If we want to summarise how entities interact and don't have any special treatment of entities/roles then the client has to either:
a) Create a role-less field for the purposes of analysis e.g. the field transactionParticipant
or
b) Provide terms for each of the roles e.g. sender:foo@hotmail.com, recipient:foo@hotmail.com etc etc
Perhaps a simpler option is to assume that the user lists the entities of interest once and separately defines the list of fields which represent roles e.g:
{
"entities":["foo@hotmail.com", "bar@hotmail.com"],
"roles": ["from", "to"]
}
The entities become the nodes in our graph and the edges are the type of line that connects entities e.g. a direction of payment. Edges would be agg buckets and could summarise interactions between a pair of entities through the use of child aggs e.g. summing the volumes of money transferred, month by month. It may be useful to do some form of "edge bundling" e.g. rolling up to
and cc
roles into a single recipient
role for the purposes of bucketing. This could be defined as part of the agg settings
In terms of the API for this aggregation at the moment I have the following:
Request:
{
"size" : 100,
"fields" : ["From", "To"],
"nodeValues" : [ "foo@example.com", "bar@example.com"]
}
Response:
{
{
"key_as_string": "From:foo@example.com\u0000To:bar@example.com",
"src": {
"field": "From",
"value": "foo@example.com"
},
"dest": {
"field": "To",
"value": "bar@example.com"
},
"doc_count": 113
},
{
"key_as_string": "From:bar@example.com\u0000To:foo@aol.com",
"src": {
"field": "From",
"value": "bar@example.com"
},
"dest": {
"field": "To",
"value": "foo@aol.com"
},
"doc_count": 80
}
}
The src and dest fields are at the moment chosen arbitrarily. An improvement might be to split the fields into sourceFields and destinationFields but this might not fit well with use cases which don't care about directed graphs
@markharwood @colings86 is this still of interest?
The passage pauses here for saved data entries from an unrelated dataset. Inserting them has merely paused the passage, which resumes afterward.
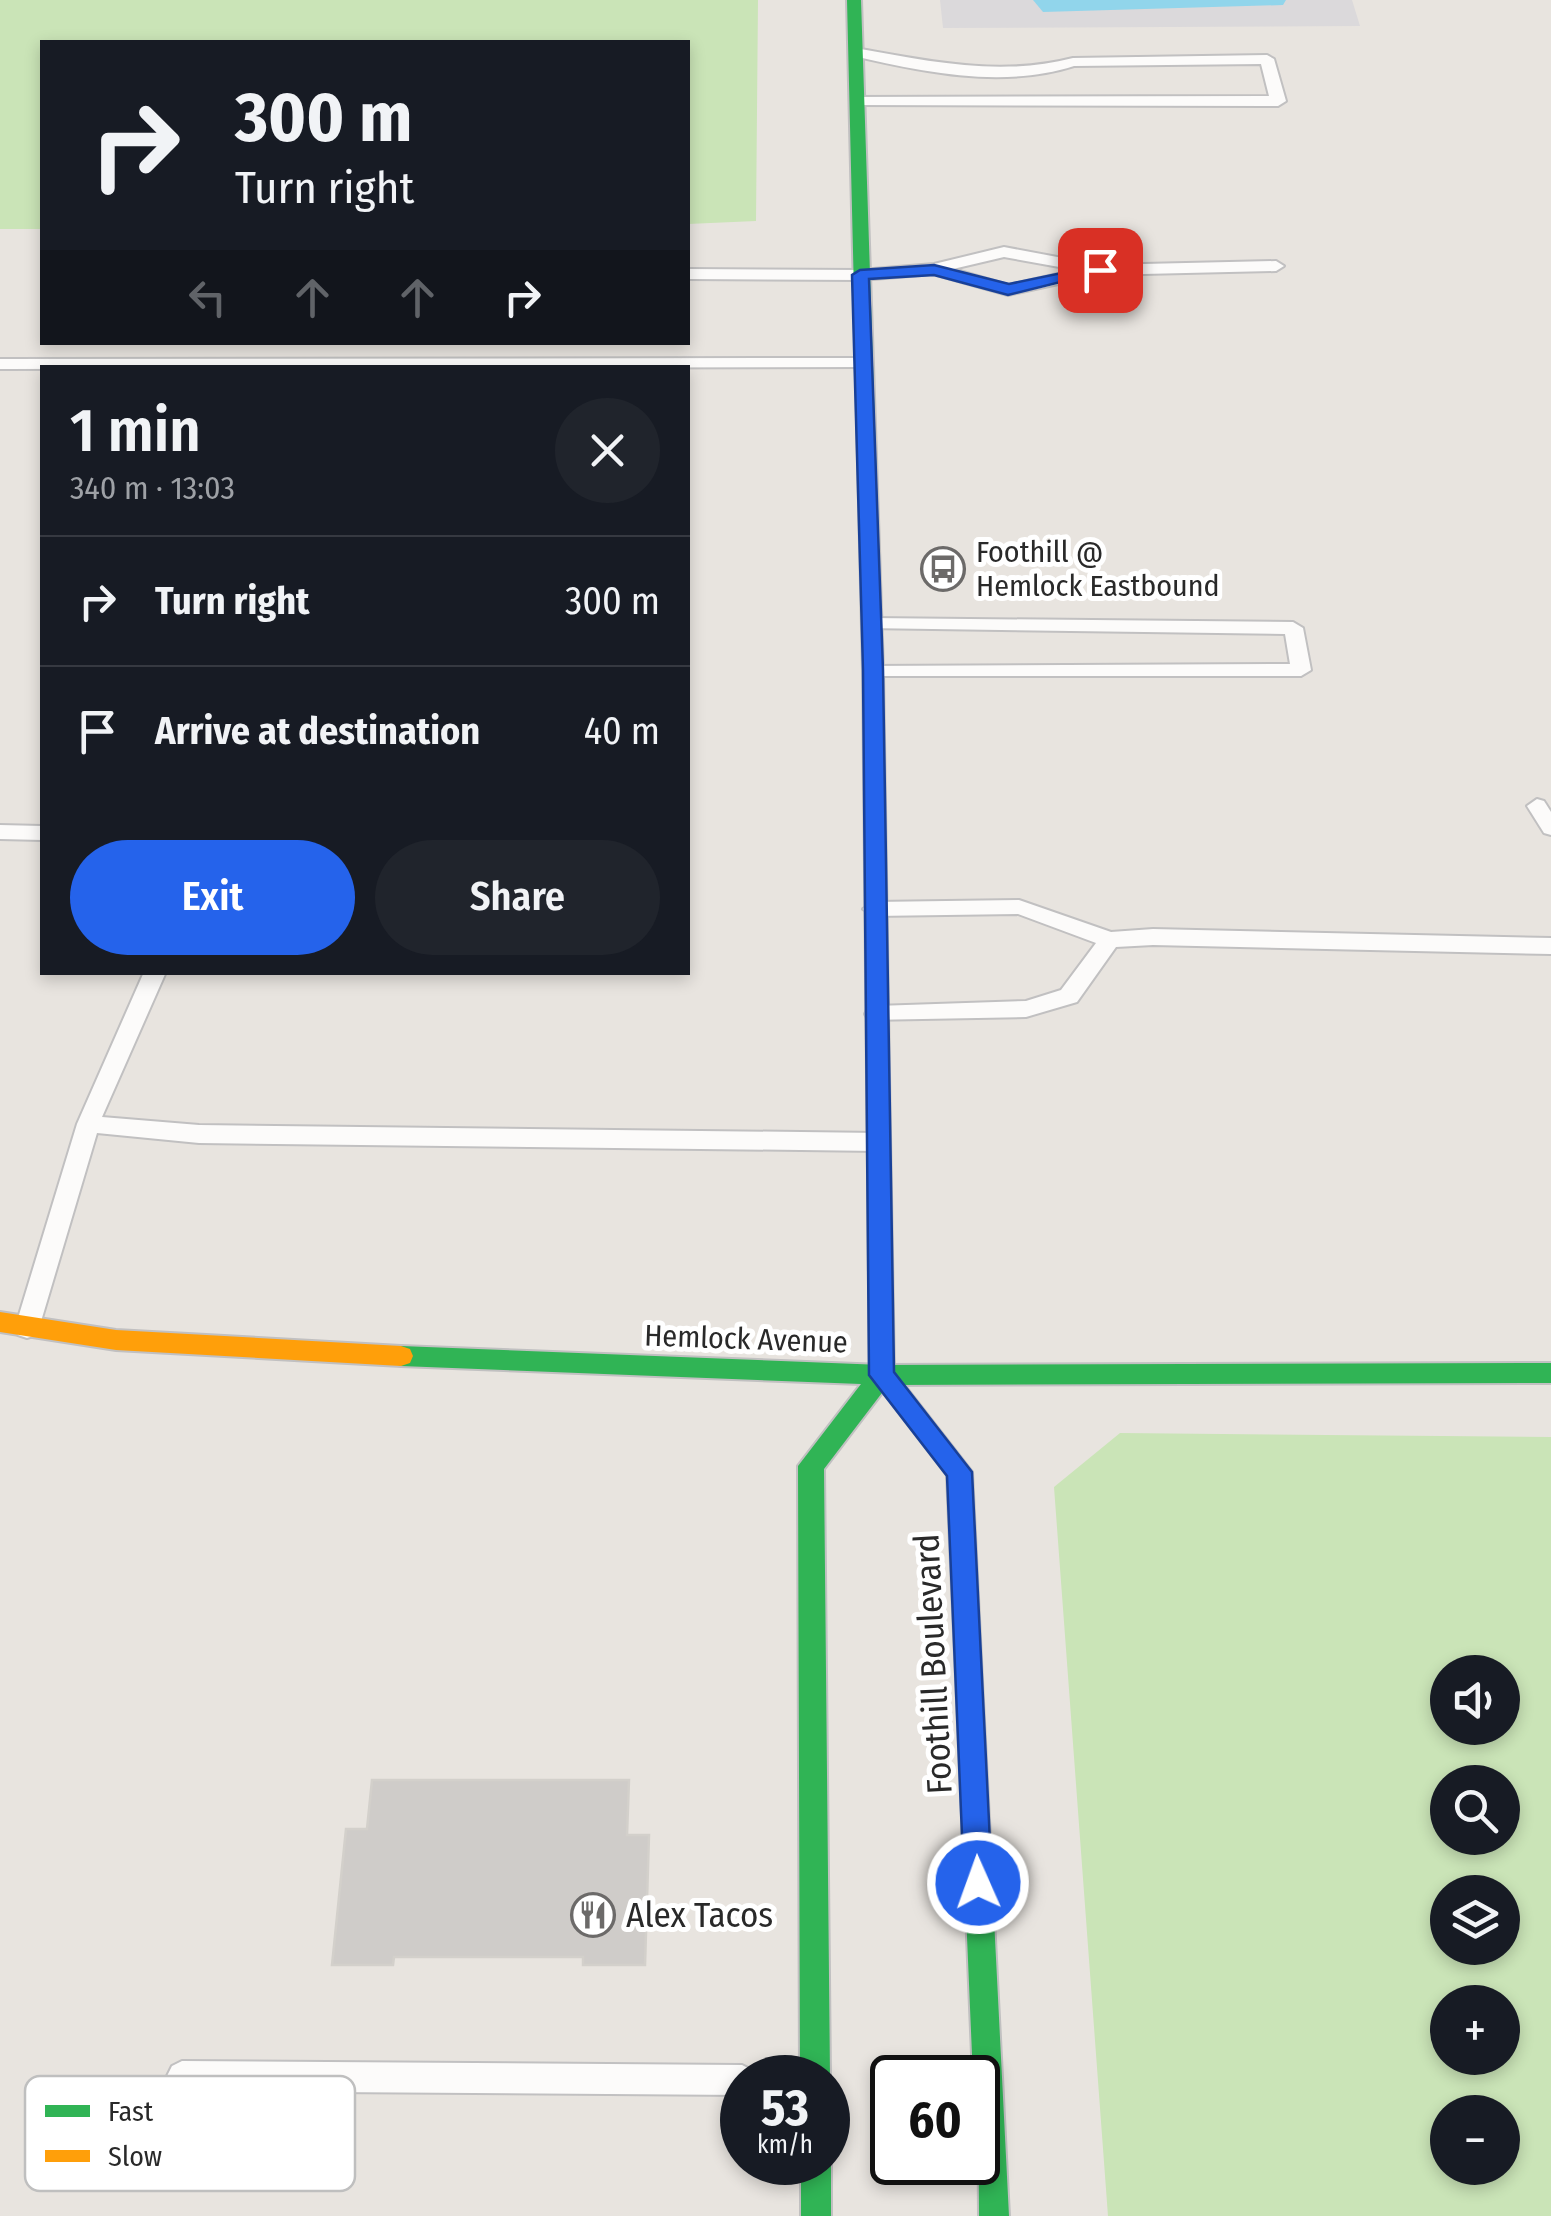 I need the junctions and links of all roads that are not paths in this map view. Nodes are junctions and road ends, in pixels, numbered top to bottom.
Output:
1 (854, 0) edge
2 (855, 52) junction
3 (856, 100) junction
4 (1276, 266) dead end
5 (934, 270) junction
6 (1100, 270) junction
7 (690, 274) edge
8 (860, 275) junction
9 (863, 363) junction
10 (0, 364) edge
11 (871, 624) junction
12 (873, 670) junction
13 (1537, 806) dead end
14 (1551, 828) edge
15 (0, 832) edge
16 (40, 833) edge
17 (874, 909) junction
18 (1110, 940) junction
19 (1551, 946) edge
20 (154, 975) edge
21 (876, 1014) junction
22 (88, 1124) junction
23 (879, 1142) junction
24 (0, 1322) edge
25 (27, 1328) junction
26 (1551, 1373) edge
27 (882, 1375) junction
28 (815, 2055) edge
29 (355, 2077) edge
30 (720, 2080) edge
31 (816, 2185) edge
32 (816, 2216) edge
33 (994, 2216) edge

1 - 2 main road
2 - 3 main road
2 - 3 lane
3 - 8 main road
4 - 6 lane
5 - 6 lane
5 - 6 lane
5 - 8 lane
7 - 8 lane
8 - 9 main road
9 - 10 lane
9 - 11 main road
11 - 12 main road
11 - 12 lane
12 - 17 main road
13 - 14 lane
15 - 16 lane
17 - 18 lane
17 - 21 main road
18 - 19 lane
18 - 21 lane
20 - 22 lane
21 - 23 main road
22 - 23 lane
22 - 25 lane
23 - 27 main road
24 - 25 main road, Hemlock Avenue
25 - 27 main road, Hemlock Avenue
26 - 27 main road, Hemlock Avenue
27 - 28 main road
27 - 33 main road, Foothill Boulevard
29 - 30 lane
31 - 32 main road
This is superseded by the graph API
The aggregation would take a list of terms as input (e.g. a list of email addresses) and creates buckets based upon co-occuring terms (terms which appear in the same document regardless of their relative position in the document). These buckets then represent edges between the terms and can be used to create weighted graphs (e.g. who is sending emails to whom)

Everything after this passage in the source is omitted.